That discovery, like the big bang itself, is but a subatomic pinhole in space compared with all that has followed. Edwin Laurentine Drake and his hired man, “Uncle Billy” Smith, pulled the equivalent of maybe twenty forty-two-gallon barrels of crude oil from the ground on a good day. The inhabitants of our planet weren’t exactly starving for more in 1859, or at least didn’t yet know they were. The first commercially viable gas-powered engine, and the ensuing addiction, were still a few generations away.
Today’s drillers produce an average of more than ninety million barrels of oil worldwide every day, and a lot of natural gas, too, which fuels cars, jets, freight trains, ocean liners, power plants, factories, and farm machinery, as well as the economies of republics, monarchies, and dictatorships around the globe. Nearly a hundred countries, representing six continents, are in the oil and gas game, and many have been in it for a century or more. But the United States got there first (Russia was a very distant second), and only the United States can lay claim to having shaped the industry’s prevailing culture: the tools of its trade, its financing, its administration, its ethic, and its reach. “The organization of the great business of taking petroleum out of the earth, piping the oil over great distances, distilling and refining it, and distributing it in tank steamers, tank wagons, and cans all over the earth,” the president emeritus of Harvard noted in 1915, “was an American invention.”

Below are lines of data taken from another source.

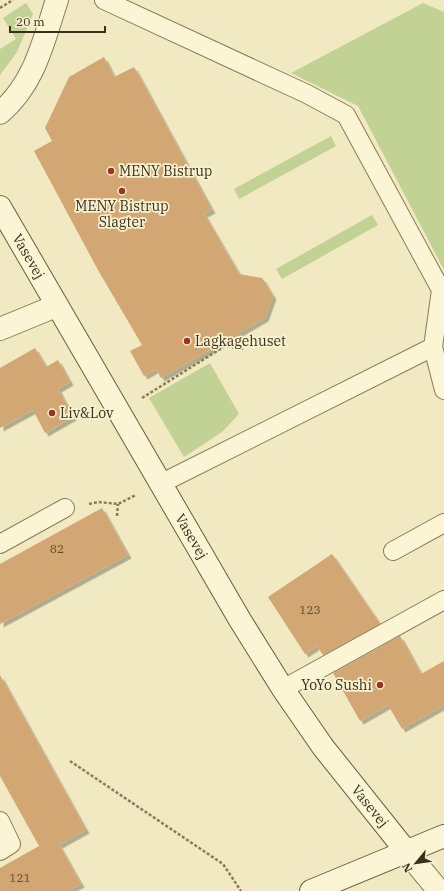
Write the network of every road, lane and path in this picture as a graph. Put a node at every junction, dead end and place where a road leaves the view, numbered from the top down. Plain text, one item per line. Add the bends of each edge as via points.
1 (13, 0) edge
2 (58, 0) edge
3 (104, 0) edge
4 (0, 8) edge
5 (0, 113) edge
6 (0, 207) edge
7 (56, 306) junction
8 (0, 329) edge
9 (433, 347) junction
10 (243, 349) dead end
11 (444, 390) edge
12 (118, 412) junction
13 (160, 484) junction
14 (98, 502) dead end
15 (65, 508) dead end
16 (117, 516) dead end
17 (444, 523) edge
18 (0, 544) edge
19 (393, 551) dead end
20 (444, 600) edge
21 (283, 689) junction
22 (70, 761) dead end
23 (0, 821) edge
24 (444, 836) edge
25 (0, 851) edge
26 (406, 851) junction
27 (240, 891) edge
28 (311, 891) edge
29 (439, 891) edge

1 - 4 path
2 - 5 street via 33,71 14,101
3 - 9 lane via 346,115 441,290
6 - 7 street, Vasevej
7 - 8 street
7 - 12 street, Vasevej
9 - 11 lane
9 - 13 lane
10 - 12 path via 225,346
12 - 13 street, Vasevej
13 - 21 street, Vasevej
14 - 16 path via 118,504
15 - 18 lane
17 - 19 lane
20 - 21 lane
21 - 26 street, Vasevej via 323,747
22 - 27 path via 223,864
23 - 25 lane via 11,844
24 - 26 street
26 - 28 street
26 - 29 street, Vasevej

In fact, it could be argued, the oil business as we know it today was the invention of one particular American, John D. Rockefeller. Rockefeller was there almost from the beginning. He created and husbanded the exemplar of the industry, Standard Oil, and along the way he helped to popularize the idea of America as the testing ground where the extravagant possibilities and the outsized benefits of free-market capitalism have been proven. Rockefeller, a junior partner in a Cleveland merchant commission house trading in grain, hay, meat, and miscellany when Edwin Drake made his strike in 1859, watched the oil business unfold up close. When he entered the field in 1863, at age twenty-three, he understood his best bet was to concentrate on refining the crude oil and to leave to others the rather messy and costly process of actually getting it out of the ground.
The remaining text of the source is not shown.